WebRTC TPAC 2023 meeting – 12 September 2023

Meeting minutes

Recording: https://www.youtube.com/watch?v=xTGBiq4uUBU

Slideset: https://lists.w3.org/Archives/Public/www-archive/2023Sep/att-0010/WEBRTCWG-2023-09-12.pdf

[reviewing WebRTC related meetings and breakout sessions during TPAC]

State of the WebRTC WG 🎞︎

hta: I've looked at which repos have had what activity since last TPAC
… mediacapture-main still progressing towards Rec, incl removing unimplemented features, e.g. permissions query
… mediacapture-extensions has been active as a holding pens for new ideas
… webrtc-pc fixing bugs and merging some extensions, using the mechanism to keep track of diffs from the Rec
… somewhat painful, but it works
… stats behaving like a living standards - adding and removing stuff
… lots of discussions on use cases
… webrtc-encoded-transform, looking at new functionalities
… webrtc-ice - may need to be killed off now that the work is migrating in webrtc-extensions
… platform processing needs synchronization with the Media WG, there were discussions yesterday about video filters
… Screen Capture - largely pursued in SCCG with whom we meet on Thu
… The remaining docs are mostly stable - they're implemented but haven't seen much change
… some because no change is needed, some because noone is driving the changes

Youenn: re mediacapture-main being close to Rec, it still have 30 open issues
… should they be triaged, moving some to -extensions
… or focus the group's effort on closing it

Dom: +1 on triaging issues - JIB is looking at it AFAIK
… on the unattended repos, some have pending requests from the community; I would hope we get more attention/ownership on them

JIB: re mediacapture-main, I don't think there are any big remaining open issue - please chime in if you feel differently

HTA: one of the sticky issue is around localization of device names; discussion between TC39 and the I18N WG have made significant progress on establishing a JS pattern for this
… I personally feel that lack of progress means we shouldn't block on this

WebRTC Extended Use Cases 🎞︎

Relationship between use case docs and other resources 🎞︎

[Slide 19]

[Slide 20]

(no objection expressed on the proposal)

[Slide 22]

(no objection expressed on the proposal)

[Slide 24]

HTA: if there are links from use cases to API proposals, they need to be updated each time new proposals emerge
… I would rather say that use cases should usually not link to API proposals

(no objection expressed on the amended proposal)

Funny Hats use case 🎞︎

[Slide 26]

hta: e.g. if background blur can happen at different layers, frames need to be annotated with the fact they've been processed - which means deviating from the standards frame format
… which needs to be surfaced in SDP as a non-standard codec

Bernard: we need to add matching requirements

HTA: I can make a PR towards that

Bernard: there is also a metadata related to this topic

HTA: I wanted confirmation the WG recognizes these usages as relevant

<youenn> youenn: To help this use case, being more precise about the potential type of metadata/application might be more convincing.

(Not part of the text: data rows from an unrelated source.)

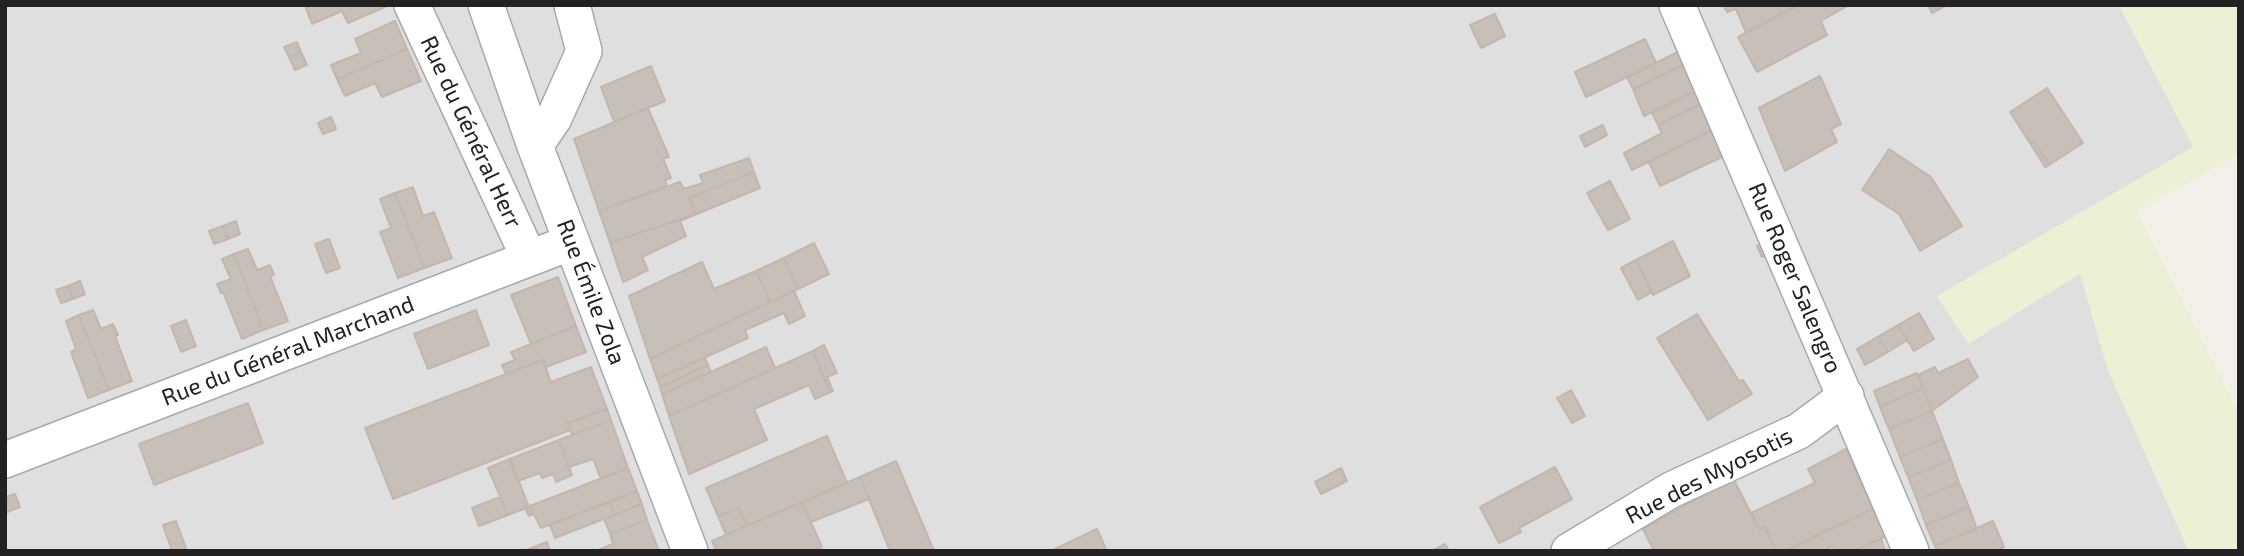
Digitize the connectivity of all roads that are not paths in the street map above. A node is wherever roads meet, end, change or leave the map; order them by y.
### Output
1 (412, 5) edge
2 (572, 5) edge
3 (1677, 5) edge
4 (491, 14) edge
5 (535, 146) junction
6 (572, 242) junction
7 (529, 258) junction
8 (1846, 396) junction
9 (5, 460) edge
10 (690, 551) edge
11 (1569, 551) edge
12 (1911, 551) edge

1 - 7 street, Rue du Général Herr
2 - 5 street
3 - 8 street, Rue Roger Salengro
4 - 5 street, Rue Émile Zola
5 - 6 street, Rue Émile Zola
6 - 7 street, Rue du Général Marchand
6 - 10 street, Rue Émile Zola
7 - 9 street, Rue du Général Marchand
8 - 11 street, Rue des Myosotis
8 - 12 street, Rue Roger Salengro

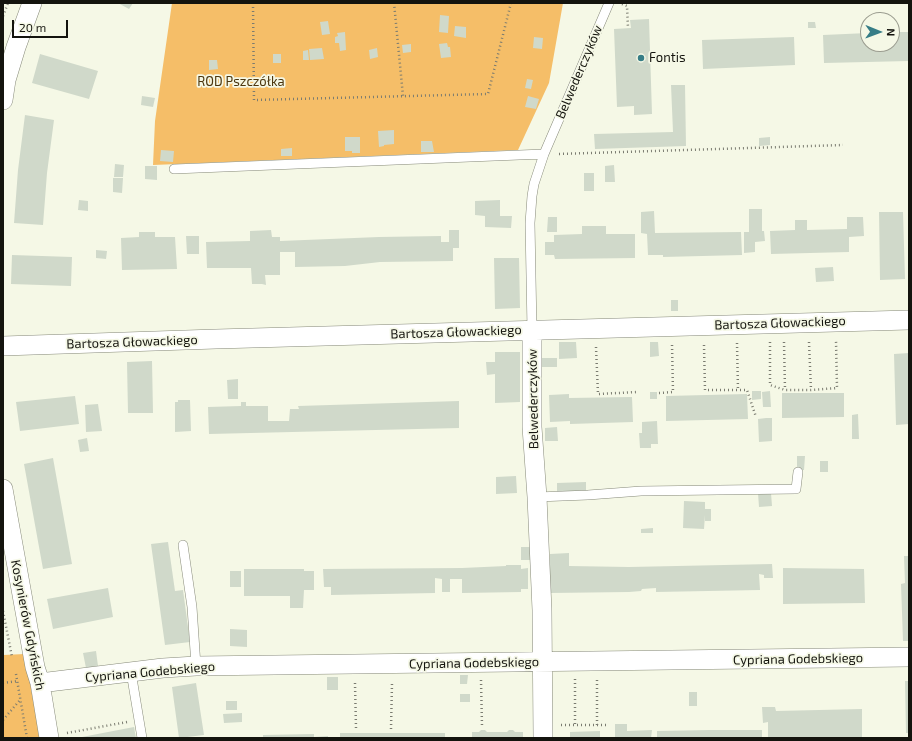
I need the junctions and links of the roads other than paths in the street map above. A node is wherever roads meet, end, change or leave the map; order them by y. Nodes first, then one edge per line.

Riju: re background blur happening at different layers, …

henrik: re metadata - are we thinking app-specific metadata or standardized ones?

hta: so far, we've seen app-specific metadata, and I don't see them going away even if there are standardized ones

henrik: +1

hta: they need to be standardized when we need interoperability

JIB: SDP negotiation seems to assume we need to modify metadata in frames - another approach might be to bring media sync in data channels
… adding details on when in-frame metadata is needed

henrik: the problem with datachannel is there is no guarantee of having received it before the frame
… plus the need to timestamp the info

RESOLUTION: HTA to get a PR to articulate the requirements for this use case

Low Latency Streaming: Summary 🎞︎

[Slide 27]

Low Latency Streaming: Game Streaming use case 🎞︎

[Slide 28]

[Slide 29]

Bernard: issue #80 - gaming has e.g. spatial audio; they need raw audio data to manage this
… also related discussions to WASM codecs

[Slide 30]

[Slide 31]

Bernard: do we need to add related requirements? L16 is popular and important for spatial audio in gaming

HTA: what is raw audio data? we should be specific if we mean L16
… "access to" is unclear on whether that's at the sender or receiver side, which impacts what goes across the wire

Bernard: in the original issue, it's more on the sender side (although the receiver will need to know about the codec)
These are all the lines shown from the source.